We all know that someone can evade a block by logging out and/or logging in as another (non-blocked) account, but per Twitter's word, that's not supposed to happen.
Publicly proving that my boundaries are unenforceable and that Twitter will do nothing is not appropriate.
I am going to walk away from this now, but I need someone to explain why it's bad for the internet to harass a small game dev studio but it's okay for the internet to harass a single trans author living in Texas.
I really do not think it is overreacting to complain about being mischaracterized as a censorious conservative because I live-tweeted my kissmate's experiences as he played a game. Especially when, again, I repeatedly said I thought the game devs meant well and tried hard.
I don't understand how any of us are going to be able to write about our experiences with book, movies, games, etc. when doing so means that weeks later you may be mischaracterized in an article that juxtaposes you with queerphobes trying to ban trans people from Pride.
Oh. I didn't even notice this but Jeanne is right: the other "critic" quoted in the piece isn't named but is just "one user". I'm the only named critic in the article. Everyone else is anonymized.
I'm apparently the only one who is singled out and named, effectively making me the name and face of the problem.
This is not neutral after GamerGate. Throwing an ace nonbinary trans man to the wolves because I live-tweeted a game my spouse was playing is- I do not really have the words for how inappropriate this is.
I do not have natural immunity from harassment just because I have some twitter followers. We know this from GamerGate. "But you're twitter famous" isn't a reason for someone to evade a block and mischaracterize my positions in an article about mobbing devs and voice actors.
I live-tweeted a game, shared my opinions, and praised the developers and the game itself several times in the process. How does that translate to leading a harassment mob? How am I responsible for any of this?
I am at a loss for how I "lead a harassment mob" whilst praising a game, calling on people to leave the developers alone, and talking in nuance about how I think they tried something really admirable and just didn't quite stick the landing.
This is why the Gawker piece is irresponsible and smears me; people aren't going to read my "multiple extensive threads" and instead are just going to assume that the mischaracterization of me as an Angry Ace blasting the game as 'dangerous' is accurate.
...and now I've been accused of harassing the article author because I'm not supposed to say anything if someone mischaracterizes my words in a massive worldwide publication that millions of people read.

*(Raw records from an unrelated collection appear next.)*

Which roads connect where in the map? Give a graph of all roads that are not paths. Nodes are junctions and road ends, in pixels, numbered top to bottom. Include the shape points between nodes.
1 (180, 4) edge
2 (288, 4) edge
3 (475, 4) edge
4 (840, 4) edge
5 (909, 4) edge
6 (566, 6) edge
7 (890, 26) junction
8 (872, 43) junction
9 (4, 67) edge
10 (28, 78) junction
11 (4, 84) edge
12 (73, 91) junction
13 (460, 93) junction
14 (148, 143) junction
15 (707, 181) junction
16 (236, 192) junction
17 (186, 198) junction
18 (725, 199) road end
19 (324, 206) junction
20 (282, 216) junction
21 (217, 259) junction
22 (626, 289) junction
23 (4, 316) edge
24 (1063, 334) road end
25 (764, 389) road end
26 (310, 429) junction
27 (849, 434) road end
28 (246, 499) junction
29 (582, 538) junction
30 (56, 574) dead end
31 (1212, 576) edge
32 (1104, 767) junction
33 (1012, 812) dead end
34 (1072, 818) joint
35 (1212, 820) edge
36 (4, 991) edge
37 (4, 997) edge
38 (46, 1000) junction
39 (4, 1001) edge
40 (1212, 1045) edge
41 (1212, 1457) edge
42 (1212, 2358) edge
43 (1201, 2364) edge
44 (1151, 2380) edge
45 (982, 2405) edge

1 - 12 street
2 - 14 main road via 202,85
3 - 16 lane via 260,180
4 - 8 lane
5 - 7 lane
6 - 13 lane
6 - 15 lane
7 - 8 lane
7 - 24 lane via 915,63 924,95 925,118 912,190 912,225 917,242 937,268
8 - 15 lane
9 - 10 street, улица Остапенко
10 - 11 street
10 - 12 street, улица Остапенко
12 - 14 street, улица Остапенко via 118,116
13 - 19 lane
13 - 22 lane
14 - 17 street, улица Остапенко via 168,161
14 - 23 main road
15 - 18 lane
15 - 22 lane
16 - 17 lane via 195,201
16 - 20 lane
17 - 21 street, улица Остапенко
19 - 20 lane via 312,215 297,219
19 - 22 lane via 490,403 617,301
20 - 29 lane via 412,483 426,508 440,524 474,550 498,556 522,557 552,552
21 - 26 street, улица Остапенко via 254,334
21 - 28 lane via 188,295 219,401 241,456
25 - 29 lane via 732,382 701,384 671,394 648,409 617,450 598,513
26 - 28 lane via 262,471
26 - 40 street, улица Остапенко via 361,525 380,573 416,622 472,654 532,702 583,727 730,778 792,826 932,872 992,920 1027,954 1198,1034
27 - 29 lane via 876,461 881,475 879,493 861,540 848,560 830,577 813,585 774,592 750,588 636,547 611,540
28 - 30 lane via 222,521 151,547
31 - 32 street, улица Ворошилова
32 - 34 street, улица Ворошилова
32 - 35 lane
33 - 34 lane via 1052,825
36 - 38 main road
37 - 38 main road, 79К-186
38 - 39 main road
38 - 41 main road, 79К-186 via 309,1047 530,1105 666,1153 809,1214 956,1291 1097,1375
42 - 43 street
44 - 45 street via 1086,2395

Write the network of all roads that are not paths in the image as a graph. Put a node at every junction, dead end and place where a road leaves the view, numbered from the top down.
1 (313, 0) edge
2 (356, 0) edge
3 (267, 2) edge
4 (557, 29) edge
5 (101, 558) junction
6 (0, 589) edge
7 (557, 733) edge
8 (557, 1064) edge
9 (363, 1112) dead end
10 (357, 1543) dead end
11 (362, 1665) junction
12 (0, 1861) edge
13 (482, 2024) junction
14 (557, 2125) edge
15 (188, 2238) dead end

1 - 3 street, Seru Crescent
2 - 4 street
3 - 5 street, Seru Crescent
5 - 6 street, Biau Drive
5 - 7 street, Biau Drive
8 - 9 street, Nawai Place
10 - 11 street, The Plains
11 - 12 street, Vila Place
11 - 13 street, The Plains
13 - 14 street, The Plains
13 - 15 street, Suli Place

And what is really frustrating is that I absolutely knew this would happen; someone would take my 30,000 followers as a reason why I'm not allowed to say anything in my defense even as I'm misquoted to an audience of millions.
I can no longer say anything in public because if I criticize a person or a game someone *else* might decide to harass someone and that's my fault even as I routinely and loudly decry harassment on this platform.
I am tired of this.
I am going to be harassed offline because I supposedly led a harassment mob against a small game dev, and while harassment is bad (obviously!) harassing me offline is good (obviously!) and we will never examine why trans people keep being chased off this platform.